:: Data for this exercise ::
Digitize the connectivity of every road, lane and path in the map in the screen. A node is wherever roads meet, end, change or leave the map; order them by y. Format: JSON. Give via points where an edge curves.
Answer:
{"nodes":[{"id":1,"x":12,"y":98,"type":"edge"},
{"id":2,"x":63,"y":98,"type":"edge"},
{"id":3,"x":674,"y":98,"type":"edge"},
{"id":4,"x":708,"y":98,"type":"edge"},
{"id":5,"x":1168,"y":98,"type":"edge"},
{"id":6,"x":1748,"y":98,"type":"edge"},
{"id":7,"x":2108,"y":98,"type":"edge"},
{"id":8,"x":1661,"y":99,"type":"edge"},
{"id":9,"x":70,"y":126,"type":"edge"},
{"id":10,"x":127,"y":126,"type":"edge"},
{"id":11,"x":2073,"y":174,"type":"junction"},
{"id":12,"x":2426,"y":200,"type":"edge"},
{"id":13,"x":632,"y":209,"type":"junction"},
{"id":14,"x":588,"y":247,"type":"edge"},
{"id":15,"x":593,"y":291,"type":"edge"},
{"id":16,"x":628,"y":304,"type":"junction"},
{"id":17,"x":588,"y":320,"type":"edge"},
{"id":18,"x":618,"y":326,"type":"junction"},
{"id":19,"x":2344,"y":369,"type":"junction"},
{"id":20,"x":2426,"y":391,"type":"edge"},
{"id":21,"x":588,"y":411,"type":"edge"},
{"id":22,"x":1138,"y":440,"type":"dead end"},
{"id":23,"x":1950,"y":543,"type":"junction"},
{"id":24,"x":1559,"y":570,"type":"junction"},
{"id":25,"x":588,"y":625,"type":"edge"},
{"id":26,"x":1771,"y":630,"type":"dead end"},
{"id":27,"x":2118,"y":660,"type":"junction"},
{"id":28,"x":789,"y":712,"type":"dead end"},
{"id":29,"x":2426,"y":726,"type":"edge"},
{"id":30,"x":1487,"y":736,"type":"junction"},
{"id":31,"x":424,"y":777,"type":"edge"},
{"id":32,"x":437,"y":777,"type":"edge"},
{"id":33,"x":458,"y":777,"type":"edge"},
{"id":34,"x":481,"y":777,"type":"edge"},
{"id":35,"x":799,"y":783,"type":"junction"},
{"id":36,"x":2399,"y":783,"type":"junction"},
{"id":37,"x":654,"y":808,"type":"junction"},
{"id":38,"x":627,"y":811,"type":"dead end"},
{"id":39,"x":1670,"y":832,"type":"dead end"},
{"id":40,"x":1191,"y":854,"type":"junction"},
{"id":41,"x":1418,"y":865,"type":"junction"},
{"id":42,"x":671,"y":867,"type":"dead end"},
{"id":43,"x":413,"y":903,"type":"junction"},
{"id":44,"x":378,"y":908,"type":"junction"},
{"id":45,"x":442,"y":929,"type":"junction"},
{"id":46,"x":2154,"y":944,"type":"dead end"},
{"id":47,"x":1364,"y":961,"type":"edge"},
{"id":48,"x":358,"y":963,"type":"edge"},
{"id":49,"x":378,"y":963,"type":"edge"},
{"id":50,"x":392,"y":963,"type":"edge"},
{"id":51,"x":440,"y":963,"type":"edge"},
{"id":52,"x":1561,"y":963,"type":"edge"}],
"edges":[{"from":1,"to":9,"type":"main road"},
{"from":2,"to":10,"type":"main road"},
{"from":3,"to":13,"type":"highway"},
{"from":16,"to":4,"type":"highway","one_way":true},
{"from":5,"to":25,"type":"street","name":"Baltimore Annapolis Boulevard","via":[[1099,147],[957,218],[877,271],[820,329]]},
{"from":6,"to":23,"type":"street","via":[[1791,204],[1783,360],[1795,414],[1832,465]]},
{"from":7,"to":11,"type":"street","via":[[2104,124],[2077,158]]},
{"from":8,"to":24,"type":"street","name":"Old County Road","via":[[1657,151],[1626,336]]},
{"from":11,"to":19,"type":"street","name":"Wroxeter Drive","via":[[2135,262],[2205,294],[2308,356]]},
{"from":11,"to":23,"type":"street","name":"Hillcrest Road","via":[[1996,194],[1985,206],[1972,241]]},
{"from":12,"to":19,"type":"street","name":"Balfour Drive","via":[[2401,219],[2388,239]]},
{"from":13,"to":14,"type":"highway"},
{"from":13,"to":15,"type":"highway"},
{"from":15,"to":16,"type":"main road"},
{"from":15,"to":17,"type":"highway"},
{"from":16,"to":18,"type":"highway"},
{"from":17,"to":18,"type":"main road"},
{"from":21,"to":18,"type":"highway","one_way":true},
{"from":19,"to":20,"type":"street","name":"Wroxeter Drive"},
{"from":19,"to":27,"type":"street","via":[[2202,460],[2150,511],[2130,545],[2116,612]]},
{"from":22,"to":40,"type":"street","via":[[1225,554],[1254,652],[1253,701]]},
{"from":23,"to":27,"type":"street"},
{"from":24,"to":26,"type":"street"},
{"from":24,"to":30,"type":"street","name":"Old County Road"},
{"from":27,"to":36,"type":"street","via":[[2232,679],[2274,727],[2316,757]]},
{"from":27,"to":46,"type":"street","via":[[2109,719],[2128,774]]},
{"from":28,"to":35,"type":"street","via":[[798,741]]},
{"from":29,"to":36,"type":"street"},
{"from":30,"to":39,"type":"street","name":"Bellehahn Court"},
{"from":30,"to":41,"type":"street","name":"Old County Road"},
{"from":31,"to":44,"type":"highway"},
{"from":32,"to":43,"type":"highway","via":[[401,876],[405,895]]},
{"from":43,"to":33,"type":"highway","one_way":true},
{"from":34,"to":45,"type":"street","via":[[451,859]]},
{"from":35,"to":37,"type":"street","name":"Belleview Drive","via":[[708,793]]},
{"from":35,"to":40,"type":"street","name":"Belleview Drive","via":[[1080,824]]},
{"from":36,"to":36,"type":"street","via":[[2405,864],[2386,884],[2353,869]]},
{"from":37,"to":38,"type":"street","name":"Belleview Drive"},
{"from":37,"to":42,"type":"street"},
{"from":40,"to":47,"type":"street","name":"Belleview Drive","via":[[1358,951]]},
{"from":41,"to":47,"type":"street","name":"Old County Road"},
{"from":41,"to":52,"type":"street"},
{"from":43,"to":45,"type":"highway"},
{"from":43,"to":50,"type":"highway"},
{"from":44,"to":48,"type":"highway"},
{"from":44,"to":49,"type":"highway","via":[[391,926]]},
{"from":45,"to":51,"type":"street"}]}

:: Prompt ::
For every line above that has "Wroxeter" in it, copy the line.

:: Your solution ::
{"from":11,"to":19,"type":"street","name":"Wroxeter Drive","via":[[2135,262],[2205,294],[2308,356]]},
{"from":19,"to":20,"type":"street","name":"Wroxeter Drive"},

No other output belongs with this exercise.